BEGIN
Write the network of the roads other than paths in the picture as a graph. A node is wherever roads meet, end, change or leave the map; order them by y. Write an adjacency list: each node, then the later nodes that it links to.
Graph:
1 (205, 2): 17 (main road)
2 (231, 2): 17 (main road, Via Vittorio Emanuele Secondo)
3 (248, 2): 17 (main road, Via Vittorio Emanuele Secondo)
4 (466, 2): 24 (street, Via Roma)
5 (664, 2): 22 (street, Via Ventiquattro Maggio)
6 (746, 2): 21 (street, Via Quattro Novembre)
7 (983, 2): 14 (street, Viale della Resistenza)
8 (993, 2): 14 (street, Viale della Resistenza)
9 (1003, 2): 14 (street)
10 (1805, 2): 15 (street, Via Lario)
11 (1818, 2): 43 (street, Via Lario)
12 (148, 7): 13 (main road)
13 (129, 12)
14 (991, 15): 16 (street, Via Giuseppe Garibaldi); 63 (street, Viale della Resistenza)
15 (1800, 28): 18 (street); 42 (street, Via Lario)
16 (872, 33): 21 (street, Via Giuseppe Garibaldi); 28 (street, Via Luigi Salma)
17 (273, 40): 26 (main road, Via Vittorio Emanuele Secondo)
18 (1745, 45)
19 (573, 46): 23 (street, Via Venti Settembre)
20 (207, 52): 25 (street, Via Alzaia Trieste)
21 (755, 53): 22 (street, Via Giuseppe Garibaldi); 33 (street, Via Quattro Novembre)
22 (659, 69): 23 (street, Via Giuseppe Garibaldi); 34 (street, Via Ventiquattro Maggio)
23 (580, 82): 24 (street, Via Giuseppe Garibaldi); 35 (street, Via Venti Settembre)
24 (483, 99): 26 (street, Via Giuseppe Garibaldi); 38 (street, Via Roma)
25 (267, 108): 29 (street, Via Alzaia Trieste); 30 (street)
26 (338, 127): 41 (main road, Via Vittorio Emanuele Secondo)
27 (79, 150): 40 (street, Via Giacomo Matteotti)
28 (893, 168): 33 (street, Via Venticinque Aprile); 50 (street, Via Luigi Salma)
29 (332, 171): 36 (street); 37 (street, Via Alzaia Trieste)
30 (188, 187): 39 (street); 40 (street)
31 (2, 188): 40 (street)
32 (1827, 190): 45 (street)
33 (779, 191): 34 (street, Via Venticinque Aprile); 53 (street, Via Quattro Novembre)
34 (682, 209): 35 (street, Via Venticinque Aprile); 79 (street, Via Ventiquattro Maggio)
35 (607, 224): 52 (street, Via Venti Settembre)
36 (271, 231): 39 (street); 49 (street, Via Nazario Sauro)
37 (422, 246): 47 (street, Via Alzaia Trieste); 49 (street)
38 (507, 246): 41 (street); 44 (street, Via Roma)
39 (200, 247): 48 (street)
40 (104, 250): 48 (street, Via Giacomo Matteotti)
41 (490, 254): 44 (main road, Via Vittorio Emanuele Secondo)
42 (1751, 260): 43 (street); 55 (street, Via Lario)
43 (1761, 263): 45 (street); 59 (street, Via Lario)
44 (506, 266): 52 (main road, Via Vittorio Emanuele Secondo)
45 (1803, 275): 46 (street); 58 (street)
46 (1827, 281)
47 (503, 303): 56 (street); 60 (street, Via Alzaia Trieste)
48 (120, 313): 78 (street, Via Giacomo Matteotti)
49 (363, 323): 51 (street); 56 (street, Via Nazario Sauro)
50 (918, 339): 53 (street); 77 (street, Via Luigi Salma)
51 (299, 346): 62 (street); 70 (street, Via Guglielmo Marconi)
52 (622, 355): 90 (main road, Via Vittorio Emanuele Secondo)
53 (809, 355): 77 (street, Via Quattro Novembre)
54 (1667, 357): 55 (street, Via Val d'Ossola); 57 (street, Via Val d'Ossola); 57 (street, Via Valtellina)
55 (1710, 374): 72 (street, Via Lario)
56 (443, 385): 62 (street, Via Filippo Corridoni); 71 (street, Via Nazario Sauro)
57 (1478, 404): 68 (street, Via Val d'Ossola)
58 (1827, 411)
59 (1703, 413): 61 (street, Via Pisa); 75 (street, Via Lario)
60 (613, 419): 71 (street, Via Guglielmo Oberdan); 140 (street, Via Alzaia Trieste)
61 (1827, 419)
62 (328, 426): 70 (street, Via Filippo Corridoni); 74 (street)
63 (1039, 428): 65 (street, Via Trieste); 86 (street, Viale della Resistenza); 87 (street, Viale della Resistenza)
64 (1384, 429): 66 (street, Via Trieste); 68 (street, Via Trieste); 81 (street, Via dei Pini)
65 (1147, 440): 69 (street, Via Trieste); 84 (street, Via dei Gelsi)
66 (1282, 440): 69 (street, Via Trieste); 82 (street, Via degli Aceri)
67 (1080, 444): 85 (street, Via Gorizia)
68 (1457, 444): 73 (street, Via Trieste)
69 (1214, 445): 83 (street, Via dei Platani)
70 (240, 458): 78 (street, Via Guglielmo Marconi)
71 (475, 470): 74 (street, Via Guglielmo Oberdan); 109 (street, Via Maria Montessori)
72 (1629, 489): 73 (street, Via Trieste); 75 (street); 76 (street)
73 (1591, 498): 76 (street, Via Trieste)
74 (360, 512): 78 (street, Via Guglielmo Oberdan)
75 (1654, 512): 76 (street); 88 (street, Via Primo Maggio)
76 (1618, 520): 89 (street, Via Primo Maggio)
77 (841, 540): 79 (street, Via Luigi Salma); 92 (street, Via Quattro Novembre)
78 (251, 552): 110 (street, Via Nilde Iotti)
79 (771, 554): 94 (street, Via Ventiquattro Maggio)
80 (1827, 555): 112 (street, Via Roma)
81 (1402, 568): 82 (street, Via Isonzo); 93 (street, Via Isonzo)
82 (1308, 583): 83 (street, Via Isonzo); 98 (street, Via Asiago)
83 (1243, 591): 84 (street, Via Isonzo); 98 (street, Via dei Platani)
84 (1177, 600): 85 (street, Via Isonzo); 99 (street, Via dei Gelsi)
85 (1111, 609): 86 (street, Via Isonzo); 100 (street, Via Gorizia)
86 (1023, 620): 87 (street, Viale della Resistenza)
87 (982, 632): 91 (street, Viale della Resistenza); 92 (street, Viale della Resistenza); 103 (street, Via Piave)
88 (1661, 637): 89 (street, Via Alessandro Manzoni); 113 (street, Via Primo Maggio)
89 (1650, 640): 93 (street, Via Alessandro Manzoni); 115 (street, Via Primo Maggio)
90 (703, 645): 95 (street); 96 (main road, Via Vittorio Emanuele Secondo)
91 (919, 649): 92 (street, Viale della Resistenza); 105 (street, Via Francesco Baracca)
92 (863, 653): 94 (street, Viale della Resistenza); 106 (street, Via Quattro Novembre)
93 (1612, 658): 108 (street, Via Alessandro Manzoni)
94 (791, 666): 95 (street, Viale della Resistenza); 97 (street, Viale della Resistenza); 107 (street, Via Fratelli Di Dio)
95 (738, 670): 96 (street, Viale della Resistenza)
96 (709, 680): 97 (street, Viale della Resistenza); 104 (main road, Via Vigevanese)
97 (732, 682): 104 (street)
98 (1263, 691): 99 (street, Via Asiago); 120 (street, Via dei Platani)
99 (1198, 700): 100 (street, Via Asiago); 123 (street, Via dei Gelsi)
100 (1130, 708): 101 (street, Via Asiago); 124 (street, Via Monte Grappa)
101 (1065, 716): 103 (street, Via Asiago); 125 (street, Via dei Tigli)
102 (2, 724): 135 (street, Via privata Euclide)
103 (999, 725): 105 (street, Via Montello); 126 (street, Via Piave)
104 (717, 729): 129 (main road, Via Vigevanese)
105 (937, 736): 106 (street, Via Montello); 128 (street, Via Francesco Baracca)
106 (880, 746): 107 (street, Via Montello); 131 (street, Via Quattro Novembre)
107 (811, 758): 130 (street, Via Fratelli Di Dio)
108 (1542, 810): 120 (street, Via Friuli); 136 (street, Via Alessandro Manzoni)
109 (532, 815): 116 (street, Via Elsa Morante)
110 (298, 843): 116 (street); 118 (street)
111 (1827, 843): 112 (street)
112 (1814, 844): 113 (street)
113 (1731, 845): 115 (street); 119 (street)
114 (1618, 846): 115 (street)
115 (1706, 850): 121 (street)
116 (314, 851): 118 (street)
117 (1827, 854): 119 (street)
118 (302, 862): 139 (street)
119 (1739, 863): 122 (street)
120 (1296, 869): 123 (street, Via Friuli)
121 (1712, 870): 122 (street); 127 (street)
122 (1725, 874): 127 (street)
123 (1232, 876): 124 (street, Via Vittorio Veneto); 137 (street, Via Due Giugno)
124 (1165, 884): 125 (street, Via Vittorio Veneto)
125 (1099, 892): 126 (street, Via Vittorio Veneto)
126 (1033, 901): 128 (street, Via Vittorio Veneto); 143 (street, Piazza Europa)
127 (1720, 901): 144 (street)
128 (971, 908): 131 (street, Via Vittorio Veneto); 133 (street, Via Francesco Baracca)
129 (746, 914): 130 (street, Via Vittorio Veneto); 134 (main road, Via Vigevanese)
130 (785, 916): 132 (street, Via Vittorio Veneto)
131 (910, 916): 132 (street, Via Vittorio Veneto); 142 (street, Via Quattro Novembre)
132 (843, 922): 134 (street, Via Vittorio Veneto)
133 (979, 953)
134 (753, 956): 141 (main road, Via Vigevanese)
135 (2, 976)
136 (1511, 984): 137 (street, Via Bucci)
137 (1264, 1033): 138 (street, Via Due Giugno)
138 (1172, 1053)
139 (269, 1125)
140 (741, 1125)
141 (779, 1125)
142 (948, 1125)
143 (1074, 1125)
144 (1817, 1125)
END
**Exercise aim**: Reproduce each line of the material that mentions "Francesco".

**Solution**:
91 (919, 649): 92 (street, Viale della Resistenza); 105 (street, Via Francesco Baracca)
105 (937, 736): 106 (street, Via Montello); 128 (street, Via Francesco Baracca)
128 (971, 908): 131 (street, Via Vittorio Veneto); 133 (street, Via Francesco Baracca)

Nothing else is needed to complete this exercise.